= Alf Hannaford =

Australian inventor and industrialist (1890–1969)

Alfred Hannaford (1890 – 25 August 1969) was a South Australian inventor and industrialist, remembered for his wheat pickling machines.

==History==
Alfred Hannaford was a son of John (17 February 1849 – 25 May 1909) and Elizabeth Hannaford, née Shearer (1852 – c. 6 November 1924), and lived at "Wattle Vale" farm near Riverton, South Australia; she moved to 57 Fourth Avenue St. Peters before 1924. Her family relationship with J. & D. Shearer, if any, has not yet been determined.
He was educated at Riverton Public School then worked on the family farm.

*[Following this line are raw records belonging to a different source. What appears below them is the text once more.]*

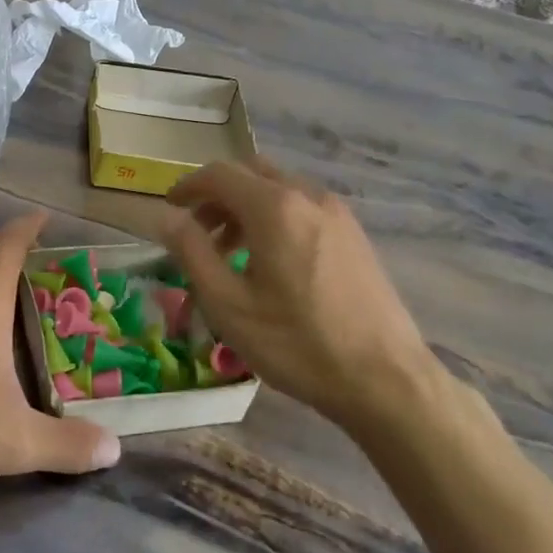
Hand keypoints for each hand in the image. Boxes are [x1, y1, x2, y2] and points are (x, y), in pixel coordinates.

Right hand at [160, 158, 444, 432]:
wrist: (385, 379)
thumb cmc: (297, 343)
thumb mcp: (228, 304)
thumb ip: (192, 252)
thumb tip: (168, 218)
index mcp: (274, 207)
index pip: (220, 174)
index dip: (188, 186)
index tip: (169, 209)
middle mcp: (308, 196)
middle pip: (252, 173)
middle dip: (218, 194)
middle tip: (197, 230)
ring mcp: (337, 214)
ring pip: (280, 189)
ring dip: (246, 207)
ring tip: (230, 253)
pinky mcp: (354, 234)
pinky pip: (303, 207)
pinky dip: (275, 217)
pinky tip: (271, 262)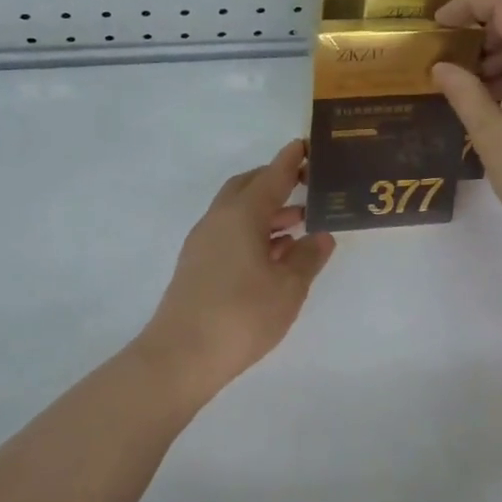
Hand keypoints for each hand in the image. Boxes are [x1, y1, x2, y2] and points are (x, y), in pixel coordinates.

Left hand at [140, 140, 335, 400]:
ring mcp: (203, 243)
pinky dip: (254, 233)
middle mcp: (218, 220)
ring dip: (266, 212)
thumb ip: (307, 257)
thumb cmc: (242, 315)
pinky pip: (230, 234)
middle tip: (305, 186)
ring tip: (299, 223)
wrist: (181, 356)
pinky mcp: (197, 266)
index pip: (271, 176)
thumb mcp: (288, 288)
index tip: (306, 145)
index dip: (291, 161)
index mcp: (241, 215)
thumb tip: (320, 237)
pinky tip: (274, 254)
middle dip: (275, 182)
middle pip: (247, 187)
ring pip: (238, 213)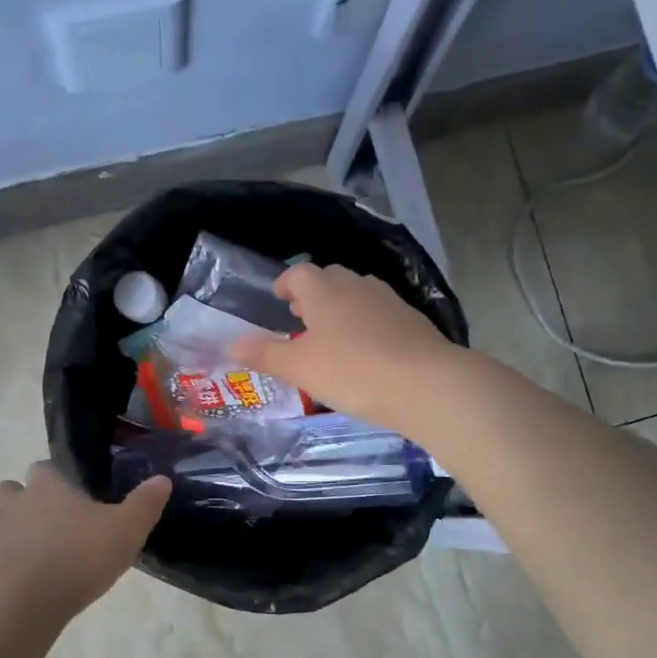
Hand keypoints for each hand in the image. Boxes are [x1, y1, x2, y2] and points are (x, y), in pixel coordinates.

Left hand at [0, 462, 170, 615]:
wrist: (15, 601)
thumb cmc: (76, 558)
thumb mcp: (125, 531)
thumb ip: (144, 505)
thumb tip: (163, 479)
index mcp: (49, 487)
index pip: (46, 467)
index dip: (56, 479)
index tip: (70, 496)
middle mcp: (13, 501)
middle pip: (10, 489)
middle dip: (23, 502)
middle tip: (47, 527)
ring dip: (2, 531)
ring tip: (24, 555)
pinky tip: (7, 582)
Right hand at [228, 262, 464, 435]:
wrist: (425, 383)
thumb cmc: (352, 372)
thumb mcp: (299, 368)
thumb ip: (264, 355)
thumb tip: (231, 343)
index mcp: (324, 290)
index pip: (299, 273)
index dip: (286, 284)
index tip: (279, 298)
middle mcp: (356, 285)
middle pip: (330, 279)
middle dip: (313, 294)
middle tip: (301, 318)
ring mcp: (389, 300)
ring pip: (357, 295)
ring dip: (341, 308)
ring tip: (332, 335)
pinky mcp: (413, 320)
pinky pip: (380, 314)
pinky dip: (366, 324)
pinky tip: (367, 351)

Some time before 1915 he developed a wheat pickling machine, which found considerable acceptance among practical farmers. The machine was capable of treating eight to twelve bags of wheat with bluestone (copper sulphate) solution and separating smut and other contamination from whole grain prior to planting. The apparatus was based on a trough with a copper Archimedean screw to transport the grain from the input hopper to the delivery spout. A particular feature was its removal of adhering air bubbles, ensuring total wetting of the grain.

He then developed the "Ideal" dry-pickling machine, using basic copper carbonate as the fungus-fighting medium, and coupled the apparatus with a grader to separate healthy fat seed from lower grades, cracked and weed seeds. He then purchased rights to the Farm Type Carter wheat separator, which performed the grading function with a greater degree of discrimination.

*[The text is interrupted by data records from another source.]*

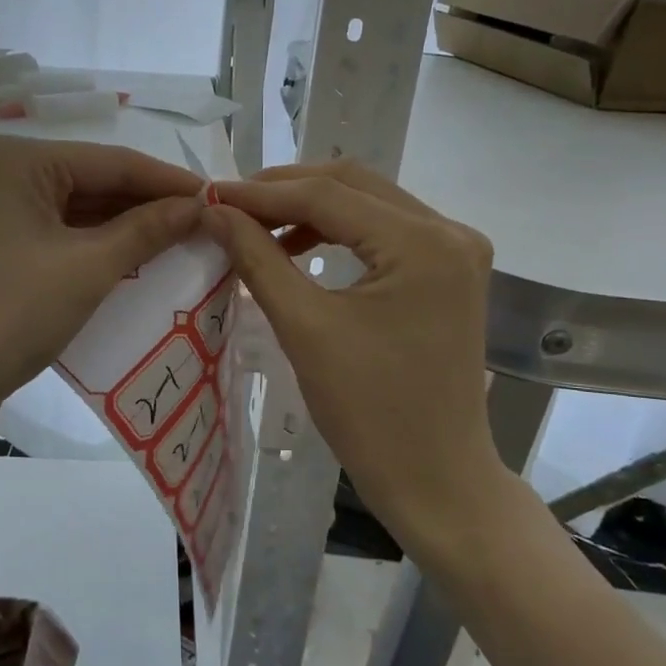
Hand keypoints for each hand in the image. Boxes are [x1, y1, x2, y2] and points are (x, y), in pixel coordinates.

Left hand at [0, 135, 203, 438]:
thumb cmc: (8, 315)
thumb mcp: (87, 269)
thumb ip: (147, 230)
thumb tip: (200, 206)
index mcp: (21, 160)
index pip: (113, 161)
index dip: (170, 182)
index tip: (222, 200)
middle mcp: (9, 175)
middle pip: (98, 184)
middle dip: (151, 207)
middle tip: (209, 228)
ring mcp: (3, 214)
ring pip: (83, 213)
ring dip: (130, 231)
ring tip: (187, 246)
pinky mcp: (4, 250)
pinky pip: (65, 239)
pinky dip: (102, 252)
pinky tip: (143, 265)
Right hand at [200, 161, 501, 535]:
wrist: (437, 479)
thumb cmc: (371, 413)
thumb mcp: (305, 328)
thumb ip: (258, 258)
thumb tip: (214, 213)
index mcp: (423, 243)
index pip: (328, 195)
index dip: (262, 194)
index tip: (211, 197)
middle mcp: (449, 231)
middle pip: (352, 185)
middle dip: (285, 191)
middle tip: (230, 208)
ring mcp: (455, 250)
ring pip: (368, 203)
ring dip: (310, 208)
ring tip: (256, 227)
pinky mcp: (448, 272)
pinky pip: (383, 231)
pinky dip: (337, 232)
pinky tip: (297, 247)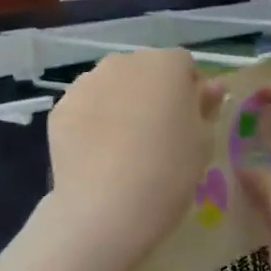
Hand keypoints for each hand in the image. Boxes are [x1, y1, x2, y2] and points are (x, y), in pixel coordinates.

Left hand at [47, 48, 220, 268]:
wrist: (105, 208)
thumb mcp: (201, 142)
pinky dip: (91, 122)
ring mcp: (86, 83)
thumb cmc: (168, 173)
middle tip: (156, 135)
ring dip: (119, 104)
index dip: (188, 91)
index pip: (183, 65)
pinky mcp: (60, 108)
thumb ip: (205, 106)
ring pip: (110, 86)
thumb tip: (210, 87)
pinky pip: (84, 108)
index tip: (189, 122)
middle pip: (143, 71)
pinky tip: (97, 155)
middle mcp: (123, 62)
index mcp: (165, 65)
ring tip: (122, 147)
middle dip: (151, 93)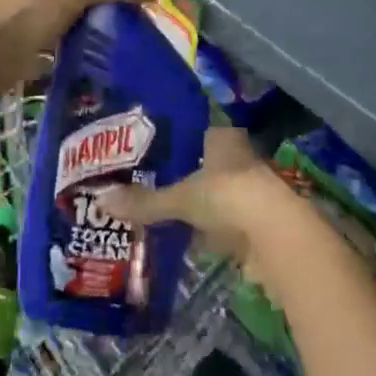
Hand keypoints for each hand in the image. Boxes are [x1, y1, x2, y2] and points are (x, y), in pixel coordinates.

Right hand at [97, 127, 292, 274]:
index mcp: (223, 138)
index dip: (174, 146)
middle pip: (205, 167)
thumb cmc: (227, 196)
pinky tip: (188, 241)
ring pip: (216, 196)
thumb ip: (144, 202)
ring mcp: (251, 191)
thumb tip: (101, 200)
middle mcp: (240, 158)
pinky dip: (209, 232)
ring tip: (162, 217)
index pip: (195, 134)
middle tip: (148, 189)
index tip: (148, 158)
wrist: (275, 234)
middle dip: (184, 180)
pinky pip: (225, 224)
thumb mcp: (179, 198)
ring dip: (198, 208)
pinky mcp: (257, 222)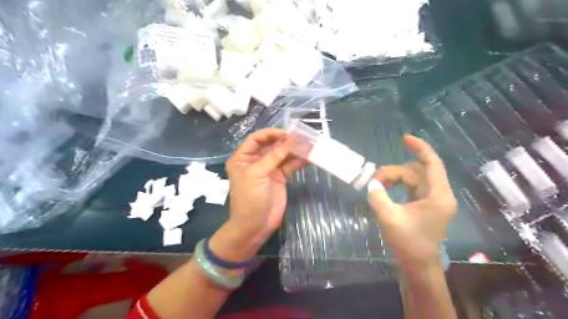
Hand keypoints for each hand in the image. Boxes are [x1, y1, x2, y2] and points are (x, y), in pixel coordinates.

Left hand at [225, 128, 306, 242]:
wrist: (255, 226)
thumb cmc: (249, 199)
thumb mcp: (257, 175)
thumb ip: (273, 157)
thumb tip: (290, 140)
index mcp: (243, 158)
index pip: (256, 139)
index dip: (270, 134)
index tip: (286, 133)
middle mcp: (255, 161)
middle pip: (271, 145)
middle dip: (285, 141)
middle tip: (301, 138)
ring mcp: (269, 169)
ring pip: (282, 155)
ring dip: (295, 151)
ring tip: (309, 146)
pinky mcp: (279, 178)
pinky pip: (289, 166)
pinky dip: (298, 162)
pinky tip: (309, 159)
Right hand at [369, 135, 455, 268]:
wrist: (418, 267)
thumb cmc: (408, 244)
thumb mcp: (389, 218)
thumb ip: (378, 196)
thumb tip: (371, 183)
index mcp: (438, 195)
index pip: (432, 163)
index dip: (420, 147)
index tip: (404, 138)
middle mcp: (438, 195)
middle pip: (416, 171)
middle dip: (394, 171)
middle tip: (374, 179)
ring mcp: (432, 200)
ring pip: (413, 179)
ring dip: (394, 178)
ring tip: (377, 185)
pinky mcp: (424, 206)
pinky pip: (411, 187)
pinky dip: (397, 185)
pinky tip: (385, 189)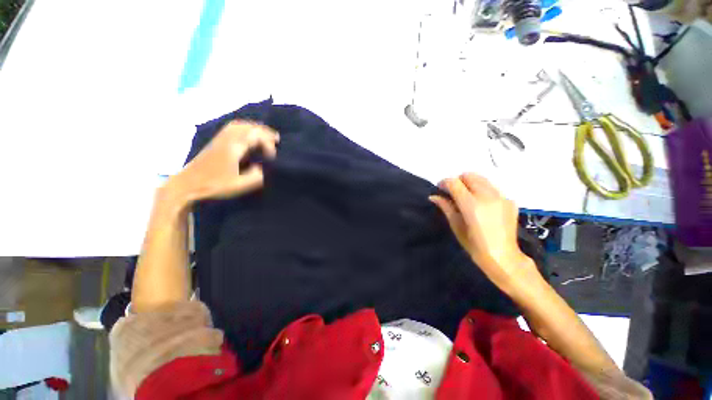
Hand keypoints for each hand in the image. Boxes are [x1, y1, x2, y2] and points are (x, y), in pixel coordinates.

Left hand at [171, 121, 278, 202]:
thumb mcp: (239, 185)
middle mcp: (227, 139)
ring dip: (254, 128)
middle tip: (276, 139)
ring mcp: (219, 139)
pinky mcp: (215, 143)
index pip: (256, 136)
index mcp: (234, 147)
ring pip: (239, 125)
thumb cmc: (213, 185)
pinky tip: (247, 137)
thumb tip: (262, 168)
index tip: (273, 159)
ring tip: (264, 136)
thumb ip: (256, 177)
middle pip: (248, 126)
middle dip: (264, 131)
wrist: (186, 185)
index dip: (269, 144)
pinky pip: (232, 128)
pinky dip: (244, 129)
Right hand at [430, 173, 533, 288]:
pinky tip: (481, 204)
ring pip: (482, 178)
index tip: (440, 188)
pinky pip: (492, 188)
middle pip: (469, 176)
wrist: (503, 257)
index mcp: (471, 204)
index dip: (444, 183)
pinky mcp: (510, 201)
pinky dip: (483, 190)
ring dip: (470, 183)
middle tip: (453, 192)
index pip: (454, 183)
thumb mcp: (456, 226)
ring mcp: (501, 197)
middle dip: (458, 181)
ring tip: (467, 196)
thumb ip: (446, 207)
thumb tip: (434, 196)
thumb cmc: (475, 245)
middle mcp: (487, 196)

The firm of Alf Hannaford & Co., Ltd. was founded in August 1925.

At the company's silver jubilee, the chairman of Horwood Bagshaw Ltd. quoted the statistic that of the 16 million acres of wheat sown annually in Australia, over 14 million had passed through Hannaford's machines.

Hannaford retired as managing director in 1960 and died at the Queen Elizabeth Hospital, Woodville and was cremated. The greater part of his nearly $500,000 fortune was bequeathed to the Waite Agricultural Research Institute.

==Other interests==
- Hannaford enjoyed travelling, particularly to South Africa and Europe.
- He was an active member of Rotary International.
- He was an adherent of the Methodist church and served as lay preacher.

==Recognition==
- Hannaford was appointed MBE in 1961.
- He is commemorated by a Jubilee 150 Walkway plaque on North Terrace.

==Family==
Alfred Hannaford was a great-grandson of Susannah Hannaford, and was closely related to a number of notable South Australian Hannafords.
He married (Ivy) Julia Hill ( – 1975) on 2 April 1913, lived at "Wattle Vale", Riverton, later Norman Street, Woodville.. Their children include:
- Hedley Garfield Hannaford (30 August 1914 – 2002) was engaged to Ronda Goldney of Norwood in September 1941.
- Ivy Joyce Hannaford (14 July 1917 – )
- Murray Alfred Hannaford (24 April 1924 – 2000) was engaged to Wilma L. Rauert of Dimboola, Victoria in May 1948.